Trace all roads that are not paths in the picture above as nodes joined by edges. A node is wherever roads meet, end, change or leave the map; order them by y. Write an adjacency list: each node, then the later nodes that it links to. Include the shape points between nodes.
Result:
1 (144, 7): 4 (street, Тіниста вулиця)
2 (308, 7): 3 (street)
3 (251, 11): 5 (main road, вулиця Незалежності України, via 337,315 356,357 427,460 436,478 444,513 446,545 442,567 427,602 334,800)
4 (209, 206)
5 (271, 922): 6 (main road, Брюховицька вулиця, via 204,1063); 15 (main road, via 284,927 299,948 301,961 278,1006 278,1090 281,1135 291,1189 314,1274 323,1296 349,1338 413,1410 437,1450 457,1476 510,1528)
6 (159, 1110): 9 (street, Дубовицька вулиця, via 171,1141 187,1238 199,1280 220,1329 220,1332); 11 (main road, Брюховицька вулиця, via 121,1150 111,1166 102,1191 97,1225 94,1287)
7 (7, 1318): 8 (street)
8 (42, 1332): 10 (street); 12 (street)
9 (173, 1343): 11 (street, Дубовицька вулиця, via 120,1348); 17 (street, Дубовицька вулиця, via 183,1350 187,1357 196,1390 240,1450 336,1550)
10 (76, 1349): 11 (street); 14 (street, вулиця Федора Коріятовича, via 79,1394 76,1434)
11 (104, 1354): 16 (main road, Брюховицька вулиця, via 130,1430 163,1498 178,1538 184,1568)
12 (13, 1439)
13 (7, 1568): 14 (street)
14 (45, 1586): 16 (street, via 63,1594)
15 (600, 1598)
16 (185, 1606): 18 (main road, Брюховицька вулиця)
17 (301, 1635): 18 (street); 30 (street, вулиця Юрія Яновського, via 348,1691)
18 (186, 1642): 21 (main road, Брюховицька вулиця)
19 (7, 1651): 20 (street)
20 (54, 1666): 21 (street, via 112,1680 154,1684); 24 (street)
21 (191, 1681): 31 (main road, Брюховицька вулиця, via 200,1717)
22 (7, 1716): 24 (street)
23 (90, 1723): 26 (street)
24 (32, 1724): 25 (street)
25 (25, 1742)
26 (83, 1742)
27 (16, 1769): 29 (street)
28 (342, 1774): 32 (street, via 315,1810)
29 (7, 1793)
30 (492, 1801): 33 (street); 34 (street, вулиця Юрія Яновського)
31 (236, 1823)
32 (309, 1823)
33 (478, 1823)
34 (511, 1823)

:: TASK PROMPT ::
Please return the records above exactly as they are written.

:: EXERCISE RESULT ::
Trace all roads that are not paths in the picture above as nodes joined by edges. A node is wherever roads meet, end, change or leave the map; order them by y. Write an adjacency list: each node, then the later nodes that it links to. Include the shape points between nodes.
Result:
1 (144, 7): 4 (street, Тіниста вулиця)
2 (308, 7): 3 (street)
3 (251, 11): 5 (main road, вулиця Незалежності України, via 337,315 356,357 427,460 436,478 444,513 446,545 442,567 427,602 334,800)
4 (209, 206)
5 (271, 922): 6 (main road, Брюховицька вулиця, via 204,1063); 15 (main road, via 284,927 299,948 301,961 278,1006 278,1090 281,1135 291,1189 314,1274 323,1296 349,1338 413,1410 437,1450 457,1476 510,1528)
6 (159, 1110): 9 (street, Дубовицька вулиця, via 171,1141 187,1238 199,1280 220,1329 220,1332); 11 (main road, Брюховицька вулиця, via 121,1150 111,1166 102,1191 97,1225 94,1287)
7 (7, 1318): 8 (street)
8 (42, 1332): 10 (street); 12 (street)
9 (173, 1343): 11 (street, Дубовицька вулиця, via 120,1348); 17 (street, Дубовицька вулиця, via 183,1350 187,1357 196,1390 240,1450 336,1550)
10 (76, 1349): 11 (street); 14 (street, вулиця Федора Коріятовича, via 79,1394 76,1434)
11 (104, 1354): 16 (main road, Брюховицька вулиця, via 130,1430 163,1498 178,1538 184,1568)
12 (13, 1439)
13 (7, 1568): 14 (street)
14 (45, 1586): 16 (street, via 63,1594)
15 (600, 1598)
16 (185, 1606): 18 (main road, Брюховицька вулиця)
17 (301, 1635): 18 (street); 30 (street, вулиця Юрія Яновського, via 348,1691)
18 (186, 1642): 21 (main road, Брюховицька вулиця)
19 (7, 1651): 20 (street)
20 (54, 1666): 21 (street, via 112,1680 154,1684); 24 (street)
21 (191, 1681): 31 (main road, Брюховицька вулиця, via 200,1717)
22 (7, 1716): 24 (street)
23 (90, 1723): 26 (street)
24 (32, 1724): 25 (street)
25 (25, 1742)
26 (83, 1742)
27 (16, 1769): 29 (street)
28 (342, 1774): 32 (street, via 315,1810)
29 (7, 1793)
30 (492, 1801): 33 (street); 34 (street, вулиця Юрія Яновського)
31 (236, 1823)
32 (309, 1823)
33 (478, 1823)
34 (511, 1823)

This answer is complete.